:: What to do ::
Every line of the entries below that mentions "Tandang" is to be copied out.

:: The input ::
>>>>>

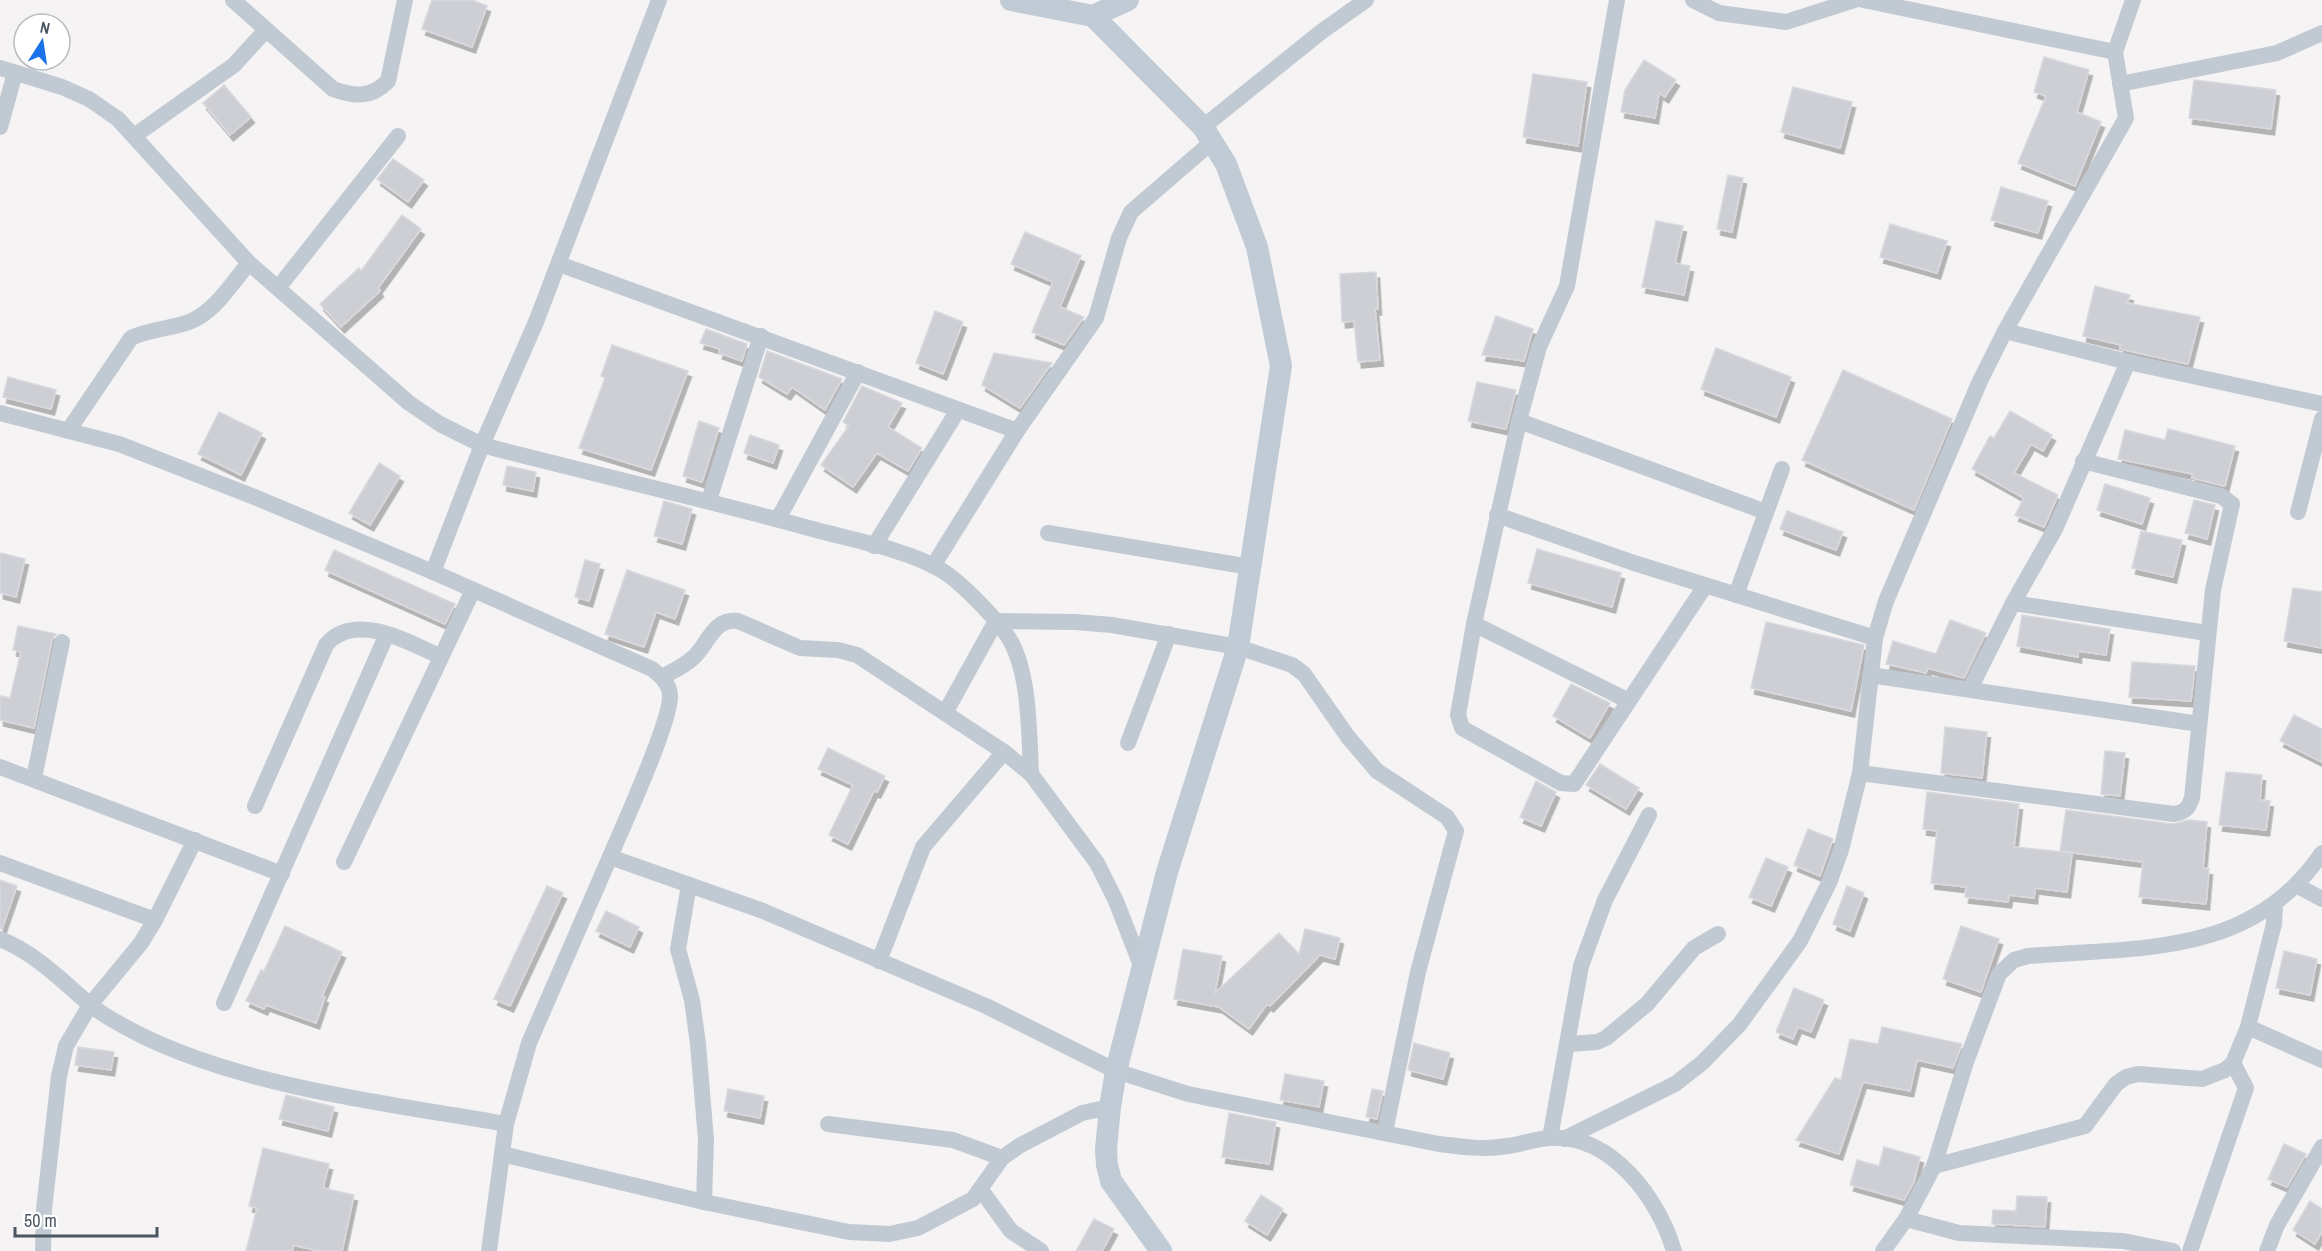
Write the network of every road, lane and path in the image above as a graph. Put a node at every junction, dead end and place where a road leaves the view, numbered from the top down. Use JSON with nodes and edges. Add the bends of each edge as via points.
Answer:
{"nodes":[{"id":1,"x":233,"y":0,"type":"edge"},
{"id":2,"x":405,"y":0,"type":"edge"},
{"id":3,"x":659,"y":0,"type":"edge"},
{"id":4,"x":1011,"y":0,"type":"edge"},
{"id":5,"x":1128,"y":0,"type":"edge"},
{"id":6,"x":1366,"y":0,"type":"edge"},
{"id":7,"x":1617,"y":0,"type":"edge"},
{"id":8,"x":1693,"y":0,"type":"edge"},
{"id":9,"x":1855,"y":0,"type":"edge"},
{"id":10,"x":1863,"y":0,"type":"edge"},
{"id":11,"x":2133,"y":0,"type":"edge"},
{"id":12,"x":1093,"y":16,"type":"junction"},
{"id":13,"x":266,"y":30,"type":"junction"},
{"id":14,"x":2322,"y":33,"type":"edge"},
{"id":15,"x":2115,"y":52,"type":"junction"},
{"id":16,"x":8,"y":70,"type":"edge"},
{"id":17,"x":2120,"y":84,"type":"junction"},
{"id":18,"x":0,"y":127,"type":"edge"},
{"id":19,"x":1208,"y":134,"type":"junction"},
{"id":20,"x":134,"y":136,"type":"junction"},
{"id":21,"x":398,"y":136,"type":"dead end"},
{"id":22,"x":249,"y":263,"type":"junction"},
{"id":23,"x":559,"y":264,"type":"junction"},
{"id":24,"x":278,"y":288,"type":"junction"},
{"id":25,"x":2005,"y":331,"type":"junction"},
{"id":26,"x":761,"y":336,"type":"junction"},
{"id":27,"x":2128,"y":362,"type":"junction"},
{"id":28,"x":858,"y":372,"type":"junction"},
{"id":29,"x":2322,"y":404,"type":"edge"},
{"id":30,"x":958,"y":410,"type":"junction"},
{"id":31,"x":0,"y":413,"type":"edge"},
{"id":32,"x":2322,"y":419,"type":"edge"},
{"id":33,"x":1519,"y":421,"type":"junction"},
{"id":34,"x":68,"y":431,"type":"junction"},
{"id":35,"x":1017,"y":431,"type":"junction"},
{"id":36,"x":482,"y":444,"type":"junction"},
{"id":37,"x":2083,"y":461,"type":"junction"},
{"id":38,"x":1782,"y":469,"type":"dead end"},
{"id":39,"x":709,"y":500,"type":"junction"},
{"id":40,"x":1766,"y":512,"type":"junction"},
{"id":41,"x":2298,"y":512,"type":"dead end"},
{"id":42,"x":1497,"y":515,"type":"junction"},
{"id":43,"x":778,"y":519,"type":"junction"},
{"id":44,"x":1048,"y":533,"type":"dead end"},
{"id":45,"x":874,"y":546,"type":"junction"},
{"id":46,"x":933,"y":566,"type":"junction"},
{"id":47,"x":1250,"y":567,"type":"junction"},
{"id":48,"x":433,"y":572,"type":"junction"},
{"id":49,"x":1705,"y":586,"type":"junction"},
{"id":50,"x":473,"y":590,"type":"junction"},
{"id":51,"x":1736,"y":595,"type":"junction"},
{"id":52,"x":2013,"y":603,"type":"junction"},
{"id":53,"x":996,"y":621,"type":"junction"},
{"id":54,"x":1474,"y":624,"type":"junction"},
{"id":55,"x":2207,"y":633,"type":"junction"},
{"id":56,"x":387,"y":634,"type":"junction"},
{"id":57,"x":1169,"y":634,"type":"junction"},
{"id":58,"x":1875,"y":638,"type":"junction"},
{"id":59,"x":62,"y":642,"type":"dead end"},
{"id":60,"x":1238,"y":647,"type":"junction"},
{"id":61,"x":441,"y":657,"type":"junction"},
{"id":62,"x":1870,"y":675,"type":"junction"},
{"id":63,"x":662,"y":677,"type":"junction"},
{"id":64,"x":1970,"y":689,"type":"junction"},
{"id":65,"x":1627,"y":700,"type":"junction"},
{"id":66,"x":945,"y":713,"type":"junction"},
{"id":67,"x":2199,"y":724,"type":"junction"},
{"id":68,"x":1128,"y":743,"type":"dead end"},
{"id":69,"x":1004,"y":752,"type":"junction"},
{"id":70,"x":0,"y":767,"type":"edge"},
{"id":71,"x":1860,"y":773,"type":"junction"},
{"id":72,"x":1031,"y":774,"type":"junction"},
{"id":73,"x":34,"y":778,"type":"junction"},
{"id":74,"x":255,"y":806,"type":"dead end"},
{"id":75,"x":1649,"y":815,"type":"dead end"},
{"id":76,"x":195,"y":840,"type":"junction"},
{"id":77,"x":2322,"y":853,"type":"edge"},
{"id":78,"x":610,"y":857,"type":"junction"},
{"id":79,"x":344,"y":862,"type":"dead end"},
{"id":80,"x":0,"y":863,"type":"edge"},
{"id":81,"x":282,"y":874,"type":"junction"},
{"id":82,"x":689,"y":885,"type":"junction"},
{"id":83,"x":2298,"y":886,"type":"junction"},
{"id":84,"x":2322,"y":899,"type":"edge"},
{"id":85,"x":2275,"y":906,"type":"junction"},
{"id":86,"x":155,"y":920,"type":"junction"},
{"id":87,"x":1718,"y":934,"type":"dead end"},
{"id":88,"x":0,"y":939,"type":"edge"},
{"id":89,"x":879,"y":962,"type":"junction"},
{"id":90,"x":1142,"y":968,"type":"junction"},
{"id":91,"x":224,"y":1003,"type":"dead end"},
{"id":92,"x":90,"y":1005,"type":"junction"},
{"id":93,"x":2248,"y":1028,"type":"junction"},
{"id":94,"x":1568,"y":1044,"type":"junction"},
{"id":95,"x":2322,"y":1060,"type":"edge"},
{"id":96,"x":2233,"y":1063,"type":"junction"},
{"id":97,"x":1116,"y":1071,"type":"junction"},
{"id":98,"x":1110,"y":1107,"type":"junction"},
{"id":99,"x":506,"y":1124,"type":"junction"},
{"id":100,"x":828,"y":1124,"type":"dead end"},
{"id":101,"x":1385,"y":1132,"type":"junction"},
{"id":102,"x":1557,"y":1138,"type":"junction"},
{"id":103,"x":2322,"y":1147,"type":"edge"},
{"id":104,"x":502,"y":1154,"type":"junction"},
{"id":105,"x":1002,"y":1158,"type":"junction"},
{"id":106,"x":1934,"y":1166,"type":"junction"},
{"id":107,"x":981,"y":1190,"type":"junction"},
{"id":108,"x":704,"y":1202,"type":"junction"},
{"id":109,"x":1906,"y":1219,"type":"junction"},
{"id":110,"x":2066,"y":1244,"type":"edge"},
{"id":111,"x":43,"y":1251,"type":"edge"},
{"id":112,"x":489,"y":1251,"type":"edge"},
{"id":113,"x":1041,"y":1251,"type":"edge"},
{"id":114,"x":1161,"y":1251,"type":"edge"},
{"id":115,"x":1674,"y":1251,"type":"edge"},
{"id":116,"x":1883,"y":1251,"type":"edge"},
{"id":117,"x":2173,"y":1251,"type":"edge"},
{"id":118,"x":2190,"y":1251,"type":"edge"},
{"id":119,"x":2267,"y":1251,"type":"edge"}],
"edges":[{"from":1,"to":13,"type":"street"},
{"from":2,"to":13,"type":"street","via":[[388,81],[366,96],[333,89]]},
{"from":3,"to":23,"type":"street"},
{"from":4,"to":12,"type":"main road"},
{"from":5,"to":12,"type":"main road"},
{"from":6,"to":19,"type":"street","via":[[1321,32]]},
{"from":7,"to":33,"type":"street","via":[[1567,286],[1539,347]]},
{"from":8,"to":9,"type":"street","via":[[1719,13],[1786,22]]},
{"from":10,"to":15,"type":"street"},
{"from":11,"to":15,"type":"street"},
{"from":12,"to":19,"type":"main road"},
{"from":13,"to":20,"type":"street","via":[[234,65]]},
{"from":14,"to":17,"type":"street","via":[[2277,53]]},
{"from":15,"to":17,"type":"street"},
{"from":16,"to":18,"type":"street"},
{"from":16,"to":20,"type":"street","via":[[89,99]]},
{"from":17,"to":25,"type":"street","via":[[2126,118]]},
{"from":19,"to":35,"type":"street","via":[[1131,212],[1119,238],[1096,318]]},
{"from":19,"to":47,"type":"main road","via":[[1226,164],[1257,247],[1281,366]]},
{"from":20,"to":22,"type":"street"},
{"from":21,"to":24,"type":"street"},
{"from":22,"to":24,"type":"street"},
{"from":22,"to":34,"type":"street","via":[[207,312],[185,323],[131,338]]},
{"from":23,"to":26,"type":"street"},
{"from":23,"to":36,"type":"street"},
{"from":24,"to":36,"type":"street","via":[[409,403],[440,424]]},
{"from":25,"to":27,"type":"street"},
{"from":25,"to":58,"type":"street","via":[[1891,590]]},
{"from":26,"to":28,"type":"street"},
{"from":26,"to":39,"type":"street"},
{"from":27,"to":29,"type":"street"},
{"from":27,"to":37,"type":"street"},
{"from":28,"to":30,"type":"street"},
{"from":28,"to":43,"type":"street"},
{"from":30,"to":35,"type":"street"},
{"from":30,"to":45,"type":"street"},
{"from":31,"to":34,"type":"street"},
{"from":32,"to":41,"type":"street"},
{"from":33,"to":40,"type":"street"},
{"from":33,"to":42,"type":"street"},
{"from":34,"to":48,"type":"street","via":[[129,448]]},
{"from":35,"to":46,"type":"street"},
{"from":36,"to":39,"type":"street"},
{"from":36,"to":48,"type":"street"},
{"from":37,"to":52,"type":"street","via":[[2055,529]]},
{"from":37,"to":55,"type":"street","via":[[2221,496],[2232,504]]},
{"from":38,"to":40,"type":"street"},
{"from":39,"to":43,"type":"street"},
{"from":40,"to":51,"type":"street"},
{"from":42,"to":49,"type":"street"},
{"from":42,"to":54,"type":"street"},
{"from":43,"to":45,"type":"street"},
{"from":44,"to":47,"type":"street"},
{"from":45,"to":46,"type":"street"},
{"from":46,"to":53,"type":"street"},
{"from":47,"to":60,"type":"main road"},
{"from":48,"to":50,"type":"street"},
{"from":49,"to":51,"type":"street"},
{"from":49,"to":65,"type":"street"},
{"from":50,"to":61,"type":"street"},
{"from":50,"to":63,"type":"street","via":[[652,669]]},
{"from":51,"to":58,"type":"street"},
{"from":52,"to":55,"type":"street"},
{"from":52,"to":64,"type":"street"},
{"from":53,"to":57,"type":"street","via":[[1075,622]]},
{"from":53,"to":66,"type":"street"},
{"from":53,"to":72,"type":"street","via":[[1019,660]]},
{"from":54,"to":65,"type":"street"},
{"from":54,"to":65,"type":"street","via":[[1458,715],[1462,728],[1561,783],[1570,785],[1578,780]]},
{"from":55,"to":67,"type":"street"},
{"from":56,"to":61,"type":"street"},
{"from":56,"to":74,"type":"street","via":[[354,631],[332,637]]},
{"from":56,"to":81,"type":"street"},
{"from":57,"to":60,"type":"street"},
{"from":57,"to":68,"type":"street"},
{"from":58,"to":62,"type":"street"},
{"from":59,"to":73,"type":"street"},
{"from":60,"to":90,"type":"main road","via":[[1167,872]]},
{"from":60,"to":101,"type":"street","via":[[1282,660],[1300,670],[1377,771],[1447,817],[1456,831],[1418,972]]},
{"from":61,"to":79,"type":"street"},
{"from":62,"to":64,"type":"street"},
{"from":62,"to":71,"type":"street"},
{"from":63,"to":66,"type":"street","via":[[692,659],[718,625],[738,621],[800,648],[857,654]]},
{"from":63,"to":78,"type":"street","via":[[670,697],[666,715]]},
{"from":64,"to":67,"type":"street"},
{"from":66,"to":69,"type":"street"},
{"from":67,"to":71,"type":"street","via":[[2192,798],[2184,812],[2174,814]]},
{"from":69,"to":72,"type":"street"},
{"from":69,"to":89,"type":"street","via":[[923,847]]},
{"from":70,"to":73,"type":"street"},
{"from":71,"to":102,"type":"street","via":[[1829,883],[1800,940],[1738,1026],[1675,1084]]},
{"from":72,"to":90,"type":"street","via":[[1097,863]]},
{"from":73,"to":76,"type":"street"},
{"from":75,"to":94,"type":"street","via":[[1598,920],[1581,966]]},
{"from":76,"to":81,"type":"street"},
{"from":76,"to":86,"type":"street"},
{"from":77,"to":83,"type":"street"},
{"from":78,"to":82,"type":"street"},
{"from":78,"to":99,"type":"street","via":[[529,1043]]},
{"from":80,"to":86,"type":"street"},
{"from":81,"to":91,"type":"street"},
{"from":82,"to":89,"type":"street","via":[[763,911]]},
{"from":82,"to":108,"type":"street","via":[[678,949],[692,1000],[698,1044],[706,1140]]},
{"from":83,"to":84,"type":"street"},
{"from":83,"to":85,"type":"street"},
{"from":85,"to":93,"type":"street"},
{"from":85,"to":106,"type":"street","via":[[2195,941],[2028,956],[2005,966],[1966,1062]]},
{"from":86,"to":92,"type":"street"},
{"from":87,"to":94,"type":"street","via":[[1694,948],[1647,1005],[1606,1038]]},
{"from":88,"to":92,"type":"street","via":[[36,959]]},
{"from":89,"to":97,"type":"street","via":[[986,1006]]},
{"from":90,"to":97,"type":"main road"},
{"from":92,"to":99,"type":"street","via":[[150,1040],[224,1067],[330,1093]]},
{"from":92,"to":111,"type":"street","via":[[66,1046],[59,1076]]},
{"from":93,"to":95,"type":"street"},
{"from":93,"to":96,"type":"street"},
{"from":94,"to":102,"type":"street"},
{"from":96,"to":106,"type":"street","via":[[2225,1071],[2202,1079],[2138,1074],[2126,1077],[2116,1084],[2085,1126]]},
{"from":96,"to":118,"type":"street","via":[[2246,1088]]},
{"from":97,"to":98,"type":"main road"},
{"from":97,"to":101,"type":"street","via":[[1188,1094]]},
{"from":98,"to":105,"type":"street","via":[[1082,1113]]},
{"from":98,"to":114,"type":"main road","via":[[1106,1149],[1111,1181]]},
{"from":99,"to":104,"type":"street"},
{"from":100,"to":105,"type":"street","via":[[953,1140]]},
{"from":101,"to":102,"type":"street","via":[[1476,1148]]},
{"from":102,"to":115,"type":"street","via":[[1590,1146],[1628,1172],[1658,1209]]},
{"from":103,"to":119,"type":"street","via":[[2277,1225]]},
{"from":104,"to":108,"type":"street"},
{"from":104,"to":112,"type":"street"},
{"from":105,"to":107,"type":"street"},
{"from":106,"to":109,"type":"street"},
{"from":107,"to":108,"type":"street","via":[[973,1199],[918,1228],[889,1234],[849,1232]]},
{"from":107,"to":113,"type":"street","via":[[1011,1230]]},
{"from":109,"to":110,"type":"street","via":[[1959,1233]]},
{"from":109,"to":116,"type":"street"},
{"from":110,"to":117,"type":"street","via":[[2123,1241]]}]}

<<<<<
>>>>>

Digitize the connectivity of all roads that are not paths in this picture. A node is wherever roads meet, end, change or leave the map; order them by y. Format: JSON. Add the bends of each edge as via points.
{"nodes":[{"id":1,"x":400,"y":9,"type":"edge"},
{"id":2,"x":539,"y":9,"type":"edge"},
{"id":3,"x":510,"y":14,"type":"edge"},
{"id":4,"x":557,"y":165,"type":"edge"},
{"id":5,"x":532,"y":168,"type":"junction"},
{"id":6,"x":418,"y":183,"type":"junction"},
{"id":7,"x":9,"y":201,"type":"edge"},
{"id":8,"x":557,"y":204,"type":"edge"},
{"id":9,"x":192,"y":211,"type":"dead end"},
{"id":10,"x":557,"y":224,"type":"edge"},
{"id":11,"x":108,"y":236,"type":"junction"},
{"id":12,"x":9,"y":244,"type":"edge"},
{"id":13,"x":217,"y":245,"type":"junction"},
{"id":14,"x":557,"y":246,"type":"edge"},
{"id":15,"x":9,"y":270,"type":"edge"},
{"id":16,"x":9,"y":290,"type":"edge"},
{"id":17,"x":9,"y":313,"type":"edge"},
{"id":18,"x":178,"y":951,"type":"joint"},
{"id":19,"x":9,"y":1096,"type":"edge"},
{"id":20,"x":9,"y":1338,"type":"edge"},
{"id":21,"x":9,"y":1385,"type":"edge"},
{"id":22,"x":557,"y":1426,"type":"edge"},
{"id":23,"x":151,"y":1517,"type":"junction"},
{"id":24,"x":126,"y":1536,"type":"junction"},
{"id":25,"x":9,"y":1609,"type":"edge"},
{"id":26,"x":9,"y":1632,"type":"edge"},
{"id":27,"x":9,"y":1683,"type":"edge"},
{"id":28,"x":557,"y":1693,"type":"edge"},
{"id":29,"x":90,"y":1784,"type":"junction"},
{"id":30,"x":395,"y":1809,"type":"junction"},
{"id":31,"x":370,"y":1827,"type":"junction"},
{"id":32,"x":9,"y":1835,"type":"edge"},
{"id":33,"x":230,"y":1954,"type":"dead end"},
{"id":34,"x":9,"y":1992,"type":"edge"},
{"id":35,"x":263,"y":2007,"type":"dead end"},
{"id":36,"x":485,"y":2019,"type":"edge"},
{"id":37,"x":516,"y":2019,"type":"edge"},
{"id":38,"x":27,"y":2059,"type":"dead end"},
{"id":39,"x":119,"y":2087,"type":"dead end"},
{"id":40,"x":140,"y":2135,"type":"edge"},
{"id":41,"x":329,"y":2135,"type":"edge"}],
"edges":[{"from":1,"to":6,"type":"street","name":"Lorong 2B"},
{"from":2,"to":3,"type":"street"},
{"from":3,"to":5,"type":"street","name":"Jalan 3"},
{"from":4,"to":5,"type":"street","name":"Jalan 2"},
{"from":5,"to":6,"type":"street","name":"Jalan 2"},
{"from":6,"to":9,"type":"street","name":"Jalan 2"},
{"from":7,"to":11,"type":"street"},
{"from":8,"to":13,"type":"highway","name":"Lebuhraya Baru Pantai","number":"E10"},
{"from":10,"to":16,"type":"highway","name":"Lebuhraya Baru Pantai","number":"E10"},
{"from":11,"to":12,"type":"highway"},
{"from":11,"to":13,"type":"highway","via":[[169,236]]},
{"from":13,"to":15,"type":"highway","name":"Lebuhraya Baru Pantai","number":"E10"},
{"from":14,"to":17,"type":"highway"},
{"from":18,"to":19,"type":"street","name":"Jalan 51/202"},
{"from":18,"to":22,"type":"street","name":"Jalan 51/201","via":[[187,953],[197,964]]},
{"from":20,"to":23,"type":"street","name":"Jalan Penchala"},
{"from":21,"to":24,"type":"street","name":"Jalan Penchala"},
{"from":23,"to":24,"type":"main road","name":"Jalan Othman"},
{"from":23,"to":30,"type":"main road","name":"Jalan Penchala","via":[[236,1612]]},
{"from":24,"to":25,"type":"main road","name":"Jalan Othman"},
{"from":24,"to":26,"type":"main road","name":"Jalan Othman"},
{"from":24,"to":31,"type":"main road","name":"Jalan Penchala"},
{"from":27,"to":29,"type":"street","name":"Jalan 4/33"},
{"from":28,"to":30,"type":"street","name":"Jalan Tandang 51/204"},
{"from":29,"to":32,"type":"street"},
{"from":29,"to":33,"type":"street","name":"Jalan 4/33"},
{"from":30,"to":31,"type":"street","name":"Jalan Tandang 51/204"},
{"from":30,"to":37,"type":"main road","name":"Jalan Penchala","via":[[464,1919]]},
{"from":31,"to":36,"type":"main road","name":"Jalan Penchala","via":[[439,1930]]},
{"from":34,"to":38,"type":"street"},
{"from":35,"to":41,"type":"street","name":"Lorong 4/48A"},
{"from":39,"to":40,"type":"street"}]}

<<<<<

:: Answer to this exercise ::
{"from":28,"to":30,"type":"street","name":"Jalan Tandang 51/204"},
{"from":30,"to":31,"type":"street","name":"Jalan Tandang 51/204"},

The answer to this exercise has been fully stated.